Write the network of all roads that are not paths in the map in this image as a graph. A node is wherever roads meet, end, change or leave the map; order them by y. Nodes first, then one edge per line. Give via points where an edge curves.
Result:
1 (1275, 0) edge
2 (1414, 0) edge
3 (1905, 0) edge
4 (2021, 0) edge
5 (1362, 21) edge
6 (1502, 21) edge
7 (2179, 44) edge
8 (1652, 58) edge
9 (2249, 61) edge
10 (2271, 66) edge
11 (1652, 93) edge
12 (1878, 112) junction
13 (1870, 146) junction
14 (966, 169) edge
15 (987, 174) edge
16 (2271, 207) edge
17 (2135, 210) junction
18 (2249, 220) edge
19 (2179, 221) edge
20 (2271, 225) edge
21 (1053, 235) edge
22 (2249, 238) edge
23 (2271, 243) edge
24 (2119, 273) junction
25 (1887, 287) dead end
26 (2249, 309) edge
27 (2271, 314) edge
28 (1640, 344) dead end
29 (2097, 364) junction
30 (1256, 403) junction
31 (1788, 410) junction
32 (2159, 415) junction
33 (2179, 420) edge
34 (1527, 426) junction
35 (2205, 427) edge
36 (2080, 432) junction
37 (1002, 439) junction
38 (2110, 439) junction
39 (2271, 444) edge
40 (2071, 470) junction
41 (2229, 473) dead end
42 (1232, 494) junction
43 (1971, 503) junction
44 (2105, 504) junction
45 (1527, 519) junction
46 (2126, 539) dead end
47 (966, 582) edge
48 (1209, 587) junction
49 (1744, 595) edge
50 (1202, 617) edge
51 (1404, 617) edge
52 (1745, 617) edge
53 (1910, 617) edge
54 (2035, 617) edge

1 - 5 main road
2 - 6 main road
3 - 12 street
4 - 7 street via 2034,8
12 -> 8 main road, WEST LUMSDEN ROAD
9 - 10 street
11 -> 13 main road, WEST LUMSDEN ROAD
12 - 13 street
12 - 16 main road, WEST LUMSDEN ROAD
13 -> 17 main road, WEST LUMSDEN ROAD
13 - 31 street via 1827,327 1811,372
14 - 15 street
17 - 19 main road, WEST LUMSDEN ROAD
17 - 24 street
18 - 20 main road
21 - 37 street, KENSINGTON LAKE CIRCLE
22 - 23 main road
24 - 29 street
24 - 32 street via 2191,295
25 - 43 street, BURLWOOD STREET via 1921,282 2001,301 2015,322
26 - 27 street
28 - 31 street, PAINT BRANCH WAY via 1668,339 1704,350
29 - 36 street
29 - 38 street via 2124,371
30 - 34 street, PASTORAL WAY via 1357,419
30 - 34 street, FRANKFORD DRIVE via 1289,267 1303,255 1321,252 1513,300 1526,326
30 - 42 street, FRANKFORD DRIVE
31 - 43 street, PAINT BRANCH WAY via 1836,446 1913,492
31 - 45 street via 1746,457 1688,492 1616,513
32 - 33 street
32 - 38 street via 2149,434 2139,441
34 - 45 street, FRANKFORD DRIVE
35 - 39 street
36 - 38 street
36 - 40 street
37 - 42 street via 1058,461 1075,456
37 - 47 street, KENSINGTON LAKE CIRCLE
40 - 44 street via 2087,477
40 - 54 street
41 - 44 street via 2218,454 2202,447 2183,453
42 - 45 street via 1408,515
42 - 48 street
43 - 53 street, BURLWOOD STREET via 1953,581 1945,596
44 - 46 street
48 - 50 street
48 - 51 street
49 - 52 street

+-------+

:: YOUR GOAL ::
Go through the entries above and say how many lines include the word "main". Give the number only.

:: RESPONSE AREA ::
9